John’s life looked like a Jerry Springer episode, complete with tantrums, blaming, lies, sarcasm, self-pity, and the inevitable trail of broken relationships. But unlike the television show, there was no chanting audience to egg it on. Nobody thought it was funny. It was the drama no one wanted.
This “John Doe” was a wild man. He hadn’t particularly planned to be that way. At some earlier time he’d begun to live a let-it-all-hang-out lifestyle. Now after so many years of doing whatever he wanted and daring anyone to challenge it, he couldn’t be any other way. He felt driven by forces beyond his control.
His behavior often dipped into bizarre extremes that shocked even him. During those times, John hated the things he did, and wished he could change. But then he’d return to “normal,” and wonder why everybody else had a problem with him. They were apparently the ones with the hang-ups.
Meanwhile his family pleaded with him, prayed for him, and in more desperate moments, threatened him. Nothing worked. After years of suffering emotional abuse at his hands, his exasperated relatives drove him away.
He was glad to go. They were fools, anyhow.
The restraint he hated was gone. John went into free-fall, refusing anything considered good or decent. His appearance and attitudes darkened. His bank of friends dried up. No one dared take him in. Homeless, he started living in a cemetery, where he spent his days and nights in acts of self-mutilation.
One afternoon, a stranger made his way to that cemetery. John ran out to meet him and dropped to his knees, saying, “What do I have to do with you, Jesus, Son of the Most High God?”
Jesus asked him, “What is your name?”
A chorus of evil spirits in John spoke up, just as they had done for years. “Legion is my name,” they said, “For we are many.”

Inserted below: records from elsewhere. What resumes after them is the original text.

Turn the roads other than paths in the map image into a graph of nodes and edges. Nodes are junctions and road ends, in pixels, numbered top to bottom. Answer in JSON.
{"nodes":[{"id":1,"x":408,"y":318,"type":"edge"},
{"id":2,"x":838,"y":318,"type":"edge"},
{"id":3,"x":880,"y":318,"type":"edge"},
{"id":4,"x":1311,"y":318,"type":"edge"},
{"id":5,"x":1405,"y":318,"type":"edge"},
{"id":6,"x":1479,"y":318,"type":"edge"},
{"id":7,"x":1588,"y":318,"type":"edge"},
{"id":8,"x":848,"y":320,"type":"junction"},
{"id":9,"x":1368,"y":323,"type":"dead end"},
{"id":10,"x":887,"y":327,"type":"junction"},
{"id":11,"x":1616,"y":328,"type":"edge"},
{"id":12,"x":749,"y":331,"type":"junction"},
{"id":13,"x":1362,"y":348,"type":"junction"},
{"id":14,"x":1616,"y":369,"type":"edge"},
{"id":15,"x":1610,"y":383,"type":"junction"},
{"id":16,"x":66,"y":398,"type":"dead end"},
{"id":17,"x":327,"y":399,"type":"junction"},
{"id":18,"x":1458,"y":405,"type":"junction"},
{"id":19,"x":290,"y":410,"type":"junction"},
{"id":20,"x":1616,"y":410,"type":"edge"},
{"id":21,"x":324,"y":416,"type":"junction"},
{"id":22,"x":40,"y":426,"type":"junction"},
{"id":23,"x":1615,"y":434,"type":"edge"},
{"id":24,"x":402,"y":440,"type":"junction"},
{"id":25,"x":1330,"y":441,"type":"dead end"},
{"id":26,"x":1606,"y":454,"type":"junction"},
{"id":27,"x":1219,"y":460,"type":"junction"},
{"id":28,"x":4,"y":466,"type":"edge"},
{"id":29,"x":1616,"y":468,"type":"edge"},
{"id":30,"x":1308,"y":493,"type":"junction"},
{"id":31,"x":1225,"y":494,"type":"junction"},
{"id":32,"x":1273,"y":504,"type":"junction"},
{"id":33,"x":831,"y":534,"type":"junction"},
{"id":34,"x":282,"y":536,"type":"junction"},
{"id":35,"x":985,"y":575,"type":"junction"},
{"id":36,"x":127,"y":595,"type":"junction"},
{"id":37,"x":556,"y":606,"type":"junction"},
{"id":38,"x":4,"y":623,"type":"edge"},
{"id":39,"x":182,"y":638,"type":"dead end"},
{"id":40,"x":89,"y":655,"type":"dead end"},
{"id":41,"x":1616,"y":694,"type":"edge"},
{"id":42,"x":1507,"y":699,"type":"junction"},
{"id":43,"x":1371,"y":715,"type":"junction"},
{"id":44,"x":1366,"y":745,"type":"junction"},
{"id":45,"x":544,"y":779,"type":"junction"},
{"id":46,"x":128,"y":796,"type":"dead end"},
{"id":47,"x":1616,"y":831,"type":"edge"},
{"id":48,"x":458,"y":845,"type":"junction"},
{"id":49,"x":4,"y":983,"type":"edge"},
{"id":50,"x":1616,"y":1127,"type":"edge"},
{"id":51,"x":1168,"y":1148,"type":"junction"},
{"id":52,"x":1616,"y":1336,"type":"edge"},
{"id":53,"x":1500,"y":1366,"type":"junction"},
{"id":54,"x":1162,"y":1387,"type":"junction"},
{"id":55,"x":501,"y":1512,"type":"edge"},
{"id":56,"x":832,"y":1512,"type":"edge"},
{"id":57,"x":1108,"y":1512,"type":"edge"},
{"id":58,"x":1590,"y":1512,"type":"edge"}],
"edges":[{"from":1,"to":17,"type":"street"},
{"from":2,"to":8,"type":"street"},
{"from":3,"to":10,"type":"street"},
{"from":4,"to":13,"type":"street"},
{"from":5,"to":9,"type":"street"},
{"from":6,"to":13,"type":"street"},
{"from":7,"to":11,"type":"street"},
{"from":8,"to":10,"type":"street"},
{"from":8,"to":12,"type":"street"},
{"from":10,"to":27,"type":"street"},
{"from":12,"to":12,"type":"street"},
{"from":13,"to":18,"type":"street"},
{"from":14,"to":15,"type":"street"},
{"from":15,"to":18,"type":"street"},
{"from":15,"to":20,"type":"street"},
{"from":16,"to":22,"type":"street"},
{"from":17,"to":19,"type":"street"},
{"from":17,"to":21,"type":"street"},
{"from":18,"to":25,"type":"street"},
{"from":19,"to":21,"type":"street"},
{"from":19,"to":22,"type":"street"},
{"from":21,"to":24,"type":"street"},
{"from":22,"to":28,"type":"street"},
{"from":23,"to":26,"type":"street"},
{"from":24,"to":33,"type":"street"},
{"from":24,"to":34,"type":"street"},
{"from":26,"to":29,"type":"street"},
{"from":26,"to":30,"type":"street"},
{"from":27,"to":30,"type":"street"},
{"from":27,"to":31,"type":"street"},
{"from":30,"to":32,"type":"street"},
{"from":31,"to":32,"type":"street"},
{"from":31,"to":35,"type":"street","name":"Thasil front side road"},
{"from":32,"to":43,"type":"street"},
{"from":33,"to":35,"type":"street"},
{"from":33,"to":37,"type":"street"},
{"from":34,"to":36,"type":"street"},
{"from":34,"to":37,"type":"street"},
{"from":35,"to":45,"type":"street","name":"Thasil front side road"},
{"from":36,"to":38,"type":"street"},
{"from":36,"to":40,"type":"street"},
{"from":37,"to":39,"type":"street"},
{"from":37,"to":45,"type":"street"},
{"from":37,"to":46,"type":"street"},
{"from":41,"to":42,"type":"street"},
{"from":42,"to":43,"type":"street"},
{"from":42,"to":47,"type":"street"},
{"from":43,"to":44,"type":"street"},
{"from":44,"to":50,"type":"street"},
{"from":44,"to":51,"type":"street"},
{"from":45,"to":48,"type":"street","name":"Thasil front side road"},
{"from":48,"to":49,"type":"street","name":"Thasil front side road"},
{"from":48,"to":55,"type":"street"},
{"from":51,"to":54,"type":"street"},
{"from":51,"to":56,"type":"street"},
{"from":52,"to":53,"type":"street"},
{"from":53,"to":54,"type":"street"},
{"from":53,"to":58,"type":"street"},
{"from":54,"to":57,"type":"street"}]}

The demons were afraid. They had felt comfortable possessing and abusing John for a long time. Yet it was only then, as they stood before Jesus, that they felt true fear. They knew He was the Lord of all, with irresistible power and authority.
The urge to flee His presence was overwhelming. “Send us to the hogs that we may enter into them,” they said, indicating a herd of swine feeding nearby. As Jesus gave them permission, the spirits deserted John and entered into the animals. Immediately the hogs went mad and charged down a slope into the sea. They could not tolerate for two minutes what John had so long endured.
Later the liberated man sat clothed and sane, next to His Savior. His anger and irrational drives had dissolved. Freed from the awful darkness, he felt human again.
Jesus told him, “Go to your house, to your own people, and report to them what great things the Lord has done for you and how He has had mercy on you.”
John set off for those whom he had alienated, except this time without drama or rancor. Dressed, calmed, and kind, he would truly be a sight for those who had seen him last. But even more strange, more wonderful, was the story he had to tell of a man named Jesus.
It would be a story he would tell for the rest of his life.
This story occurs in the Gospel of Luke 8:26-38.